> _What needs to be done_: Provide only the number of lines in the data below that contain the word "前原富士線".

----------------------------------------

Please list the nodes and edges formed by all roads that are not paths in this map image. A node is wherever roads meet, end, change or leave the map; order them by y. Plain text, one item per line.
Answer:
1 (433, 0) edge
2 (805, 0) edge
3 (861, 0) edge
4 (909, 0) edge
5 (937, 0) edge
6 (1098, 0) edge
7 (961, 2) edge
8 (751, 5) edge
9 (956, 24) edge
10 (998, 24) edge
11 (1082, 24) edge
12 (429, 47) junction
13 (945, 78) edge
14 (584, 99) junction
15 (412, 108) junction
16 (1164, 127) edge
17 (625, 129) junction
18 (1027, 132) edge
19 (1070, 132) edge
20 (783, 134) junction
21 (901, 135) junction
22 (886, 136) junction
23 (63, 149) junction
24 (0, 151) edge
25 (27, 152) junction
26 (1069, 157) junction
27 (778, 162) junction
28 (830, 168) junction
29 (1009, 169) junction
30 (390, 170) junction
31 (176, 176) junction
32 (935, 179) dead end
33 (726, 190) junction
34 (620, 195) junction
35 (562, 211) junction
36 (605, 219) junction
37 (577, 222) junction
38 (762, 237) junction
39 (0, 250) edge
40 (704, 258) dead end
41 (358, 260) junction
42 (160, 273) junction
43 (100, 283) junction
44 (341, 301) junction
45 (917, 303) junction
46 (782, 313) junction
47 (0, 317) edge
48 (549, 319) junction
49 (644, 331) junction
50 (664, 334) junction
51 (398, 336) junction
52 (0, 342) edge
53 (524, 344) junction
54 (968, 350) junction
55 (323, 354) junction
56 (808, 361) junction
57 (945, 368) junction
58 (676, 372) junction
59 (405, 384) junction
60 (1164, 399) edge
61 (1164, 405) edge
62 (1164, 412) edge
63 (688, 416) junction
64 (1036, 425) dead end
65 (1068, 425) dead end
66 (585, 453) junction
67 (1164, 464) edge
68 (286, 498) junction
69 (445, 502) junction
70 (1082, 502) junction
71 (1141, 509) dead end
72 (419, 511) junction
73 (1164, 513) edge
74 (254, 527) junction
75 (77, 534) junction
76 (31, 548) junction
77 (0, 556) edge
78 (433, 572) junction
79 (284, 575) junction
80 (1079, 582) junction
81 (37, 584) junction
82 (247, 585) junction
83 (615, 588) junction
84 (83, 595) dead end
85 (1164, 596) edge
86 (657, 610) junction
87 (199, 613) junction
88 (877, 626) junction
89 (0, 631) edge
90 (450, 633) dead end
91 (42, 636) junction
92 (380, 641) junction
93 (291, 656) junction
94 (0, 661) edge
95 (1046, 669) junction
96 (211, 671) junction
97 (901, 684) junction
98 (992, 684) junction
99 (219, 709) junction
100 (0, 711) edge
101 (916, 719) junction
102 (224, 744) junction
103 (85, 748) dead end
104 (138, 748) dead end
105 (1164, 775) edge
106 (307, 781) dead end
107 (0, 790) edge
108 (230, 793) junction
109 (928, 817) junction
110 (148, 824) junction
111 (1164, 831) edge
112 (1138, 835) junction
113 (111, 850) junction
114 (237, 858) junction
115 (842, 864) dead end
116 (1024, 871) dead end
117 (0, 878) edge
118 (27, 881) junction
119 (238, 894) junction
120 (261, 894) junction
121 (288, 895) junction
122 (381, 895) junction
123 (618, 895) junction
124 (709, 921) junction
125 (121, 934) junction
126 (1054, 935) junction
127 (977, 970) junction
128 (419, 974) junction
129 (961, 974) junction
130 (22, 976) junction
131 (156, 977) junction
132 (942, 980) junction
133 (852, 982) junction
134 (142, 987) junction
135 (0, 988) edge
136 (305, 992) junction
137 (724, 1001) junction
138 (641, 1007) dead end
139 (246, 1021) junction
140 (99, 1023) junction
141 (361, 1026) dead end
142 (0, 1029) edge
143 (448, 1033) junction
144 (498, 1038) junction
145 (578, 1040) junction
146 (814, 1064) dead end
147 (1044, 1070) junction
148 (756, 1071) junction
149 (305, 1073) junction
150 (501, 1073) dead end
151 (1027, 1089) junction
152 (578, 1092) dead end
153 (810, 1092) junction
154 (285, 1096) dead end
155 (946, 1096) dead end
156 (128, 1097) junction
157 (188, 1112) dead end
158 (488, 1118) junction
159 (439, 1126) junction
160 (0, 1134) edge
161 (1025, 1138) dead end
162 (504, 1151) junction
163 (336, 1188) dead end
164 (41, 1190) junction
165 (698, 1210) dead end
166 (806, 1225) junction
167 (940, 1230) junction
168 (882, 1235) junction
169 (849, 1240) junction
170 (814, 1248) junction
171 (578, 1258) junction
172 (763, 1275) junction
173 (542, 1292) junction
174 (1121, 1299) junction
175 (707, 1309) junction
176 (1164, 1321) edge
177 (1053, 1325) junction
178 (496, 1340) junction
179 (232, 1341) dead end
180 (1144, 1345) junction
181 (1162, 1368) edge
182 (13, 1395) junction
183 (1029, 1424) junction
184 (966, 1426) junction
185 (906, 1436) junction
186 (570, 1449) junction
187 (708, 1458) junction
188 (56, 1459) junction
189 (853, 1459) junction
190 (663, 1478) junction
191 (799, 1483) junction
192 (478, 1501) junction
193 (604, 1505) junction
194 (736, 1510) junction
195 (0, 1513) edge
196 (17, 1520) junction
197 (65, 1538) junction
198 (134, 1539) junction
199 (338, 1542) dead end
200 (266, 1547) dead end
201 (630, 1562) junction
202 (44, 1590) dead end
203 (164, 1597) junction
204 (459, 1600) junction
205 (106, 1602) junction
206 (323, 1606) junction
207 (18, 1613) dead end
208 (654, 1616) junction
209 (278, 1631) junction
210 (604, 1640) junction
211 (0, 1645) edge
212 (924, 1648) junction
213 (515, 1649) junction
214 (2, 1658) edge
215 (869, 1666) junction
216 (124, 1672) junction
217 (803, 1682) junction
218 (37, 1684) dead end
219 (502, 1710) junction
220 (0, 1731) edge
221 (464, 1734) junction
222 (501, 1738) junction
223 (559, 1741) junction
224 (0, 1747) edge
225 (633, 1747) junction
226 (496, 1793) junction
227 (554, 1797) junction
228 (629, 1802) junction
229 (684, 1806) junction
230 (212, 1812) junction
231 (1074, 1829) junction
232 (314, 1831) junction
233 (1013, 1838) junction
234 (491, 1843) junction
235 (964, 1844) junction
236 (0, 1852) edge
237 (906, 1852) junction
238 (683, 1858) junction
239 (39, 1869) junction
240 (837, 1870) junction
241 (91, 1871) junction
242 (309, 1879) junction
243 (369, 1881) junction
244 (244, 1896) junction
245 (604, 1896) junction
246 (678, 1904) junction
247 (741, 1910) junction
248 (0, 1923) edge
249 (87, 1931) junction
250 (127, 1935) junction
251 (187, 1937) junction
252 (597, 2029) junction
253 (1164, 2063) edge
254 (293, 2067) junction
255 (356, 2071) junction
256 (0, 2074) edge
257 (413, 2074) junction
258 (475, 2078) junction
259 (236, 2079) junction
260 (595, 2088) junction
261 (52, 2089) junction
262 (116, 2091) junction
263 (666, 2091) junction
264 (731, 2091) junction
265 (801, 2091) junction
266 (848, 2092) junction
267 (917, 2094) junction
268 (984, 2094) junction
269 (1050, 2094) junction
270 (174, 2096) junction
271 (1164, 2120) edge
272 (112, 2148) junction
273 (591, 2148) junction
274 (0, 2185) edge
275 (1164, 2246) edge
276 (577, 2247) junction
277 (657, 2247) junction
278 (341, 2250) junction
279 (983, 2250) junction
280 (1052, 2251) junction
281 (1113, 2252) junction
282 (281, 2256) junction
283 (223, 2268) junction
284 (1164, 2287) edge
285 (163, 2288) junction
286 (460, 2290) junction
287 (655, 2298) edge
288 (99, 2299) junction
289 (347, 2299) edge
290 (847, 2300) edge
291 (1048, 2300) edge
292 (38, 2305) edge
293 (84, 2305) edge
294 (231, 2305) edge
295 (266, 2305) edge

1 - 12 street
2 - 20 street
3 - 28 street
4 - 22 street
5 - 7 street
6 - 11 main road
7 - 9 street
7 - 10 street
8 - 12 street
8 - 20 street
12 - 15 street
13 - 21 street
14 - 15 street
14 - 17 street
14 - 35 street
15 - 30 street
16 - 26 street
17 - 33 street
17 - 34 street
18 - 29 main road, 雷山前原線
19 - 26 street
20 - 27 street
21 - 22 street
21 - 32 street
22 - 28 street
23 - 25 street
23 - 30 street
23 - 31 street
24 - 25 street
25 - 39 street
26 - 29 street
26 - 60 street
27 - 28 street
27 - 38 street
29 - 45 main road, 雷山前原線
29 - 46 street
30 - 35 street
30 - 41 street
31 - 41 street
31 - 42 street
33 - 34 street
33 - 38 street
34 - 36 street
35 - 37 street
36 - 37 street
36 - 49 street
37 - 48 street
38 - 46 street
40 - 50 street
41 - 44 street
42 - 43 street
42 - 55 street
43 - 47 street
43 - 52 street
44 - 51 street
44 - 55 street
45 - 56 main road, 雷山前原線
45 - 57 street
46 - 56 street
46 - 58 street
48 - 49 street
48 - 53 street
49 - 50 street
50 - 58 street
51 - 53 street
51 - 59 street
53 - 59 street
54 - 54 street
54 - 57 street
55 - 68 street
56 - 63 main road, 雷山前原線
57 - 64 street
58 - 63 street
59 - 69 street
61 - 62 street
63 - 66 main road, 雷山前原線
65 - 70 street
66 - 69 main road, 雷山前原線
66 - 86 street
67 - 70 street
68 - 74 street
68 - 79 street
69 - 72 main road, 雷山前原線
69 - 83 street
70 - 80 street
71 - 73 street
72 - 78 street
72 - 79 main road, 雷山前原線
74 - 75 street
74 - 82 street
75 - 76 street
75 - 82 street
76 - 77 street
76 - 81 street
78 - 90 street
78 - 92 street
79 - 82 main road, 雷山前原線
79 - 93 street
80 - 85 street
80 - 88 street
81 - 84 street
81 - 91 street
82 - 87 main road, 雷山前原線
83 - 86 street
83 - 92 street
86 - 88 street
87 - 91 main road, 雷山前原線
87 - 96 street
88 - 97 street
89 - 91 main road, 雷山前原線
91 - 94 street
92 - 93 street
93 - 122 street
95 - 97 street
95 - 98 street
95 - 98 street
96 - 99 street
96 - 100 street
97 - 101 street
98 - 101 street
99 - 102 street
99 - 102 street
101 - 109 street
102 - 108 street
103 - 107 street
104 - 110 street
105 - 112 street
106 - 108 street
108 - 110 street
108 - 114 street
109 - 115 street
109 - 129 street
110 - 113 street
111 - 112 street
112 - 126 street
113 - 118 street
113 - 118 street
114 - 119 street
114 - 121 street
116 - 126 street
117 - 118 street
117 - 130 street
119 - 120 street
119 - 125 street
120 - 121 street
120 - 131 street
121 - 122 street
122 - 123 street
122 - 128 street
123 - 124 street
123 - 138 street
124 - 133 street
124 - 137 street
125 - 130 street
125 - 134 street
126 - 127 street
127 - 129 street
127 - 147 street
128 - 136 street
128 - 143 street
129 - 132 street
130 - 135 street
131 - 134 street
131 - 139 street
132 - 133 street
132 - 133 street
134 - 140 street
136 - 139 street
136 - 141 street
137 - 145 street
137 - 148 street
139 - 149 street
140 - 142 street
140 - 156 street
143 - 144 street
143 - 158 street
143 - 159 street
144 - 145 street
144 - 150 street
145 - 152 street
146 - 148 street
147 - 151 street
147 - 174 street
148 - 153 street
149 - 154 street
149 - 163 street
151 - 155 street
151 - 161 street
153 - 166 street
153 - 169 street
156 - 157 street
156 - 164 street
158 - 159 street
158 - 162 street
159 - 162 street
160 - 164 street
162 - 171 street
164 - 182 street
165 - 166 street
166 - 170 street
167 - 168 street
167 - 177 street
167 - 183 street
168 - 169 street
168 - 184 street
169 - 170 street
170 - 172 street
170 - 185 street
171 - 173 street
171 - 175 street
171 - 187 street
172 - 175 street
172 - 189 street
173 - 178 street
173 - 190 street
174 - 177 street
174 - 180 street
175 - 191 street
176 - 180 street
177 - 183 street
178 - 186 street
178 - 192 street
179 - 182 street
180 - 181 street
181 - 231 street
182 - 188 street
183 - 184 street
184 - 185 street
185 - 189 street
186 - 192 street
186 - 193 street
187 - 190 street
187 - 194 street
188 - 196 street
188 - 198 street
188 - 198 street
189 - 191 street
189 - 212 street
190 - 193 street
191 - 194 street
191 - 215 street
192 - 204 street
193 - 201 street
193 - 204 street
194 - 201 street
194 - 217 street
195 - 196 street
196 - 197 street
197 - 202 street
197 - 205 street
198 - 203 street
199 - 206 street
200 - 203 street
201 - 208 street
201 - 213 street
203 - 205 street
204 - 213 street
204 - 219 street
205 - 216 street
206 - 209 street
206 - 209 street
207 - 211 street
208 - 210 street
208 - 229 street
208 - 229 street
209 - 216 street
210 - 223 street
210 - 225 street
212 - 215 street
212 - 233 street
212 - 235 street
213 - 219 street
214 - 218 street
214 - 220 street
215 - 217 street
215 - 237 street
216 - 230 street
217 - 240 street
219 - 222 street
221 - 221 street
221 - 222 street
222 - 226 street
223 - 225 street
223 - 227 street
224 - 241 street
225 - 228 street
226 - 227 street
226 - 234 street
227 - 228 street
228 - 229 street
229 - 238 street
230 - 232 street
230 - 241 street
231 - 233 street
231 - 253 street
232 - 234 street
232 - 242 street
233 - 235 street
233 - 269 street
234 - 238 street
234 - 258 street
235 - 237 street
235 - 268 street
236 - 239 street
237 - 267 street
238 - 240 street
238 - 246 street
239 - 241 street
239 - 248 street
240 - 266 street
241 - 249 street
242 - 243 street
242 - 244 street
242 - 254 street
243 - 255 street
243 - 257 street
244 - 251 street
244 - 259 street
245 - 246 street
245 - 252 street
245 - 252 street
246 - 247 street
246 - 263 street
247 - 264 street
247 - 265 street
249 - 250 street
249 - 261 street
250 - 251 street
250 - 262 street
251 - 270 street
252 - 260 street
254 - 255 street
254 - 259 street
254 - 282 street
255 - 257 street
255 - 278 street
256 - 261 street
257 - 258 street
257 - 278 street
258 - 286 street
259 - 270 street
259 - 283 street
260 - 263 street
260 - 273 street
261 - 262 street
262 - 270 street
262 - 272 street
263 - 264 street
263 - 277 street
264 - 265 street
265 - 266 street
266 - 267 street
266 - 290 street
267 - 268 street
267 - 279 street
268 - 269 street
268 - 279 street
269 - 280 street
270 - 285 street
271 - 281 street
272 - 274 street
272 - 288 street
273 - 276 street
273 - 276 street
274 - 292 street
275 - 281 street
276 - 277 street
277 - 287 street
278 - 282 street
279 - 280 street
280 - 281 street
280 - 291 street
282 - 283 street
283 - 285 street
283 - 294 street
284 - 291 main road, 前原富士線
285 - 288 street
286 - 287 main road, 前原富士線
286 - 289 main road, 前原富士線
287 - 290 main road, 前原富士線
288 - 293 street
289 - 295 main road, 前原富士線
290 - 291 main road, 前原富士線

----------------------------------------

> _Solution for this exercise_: 6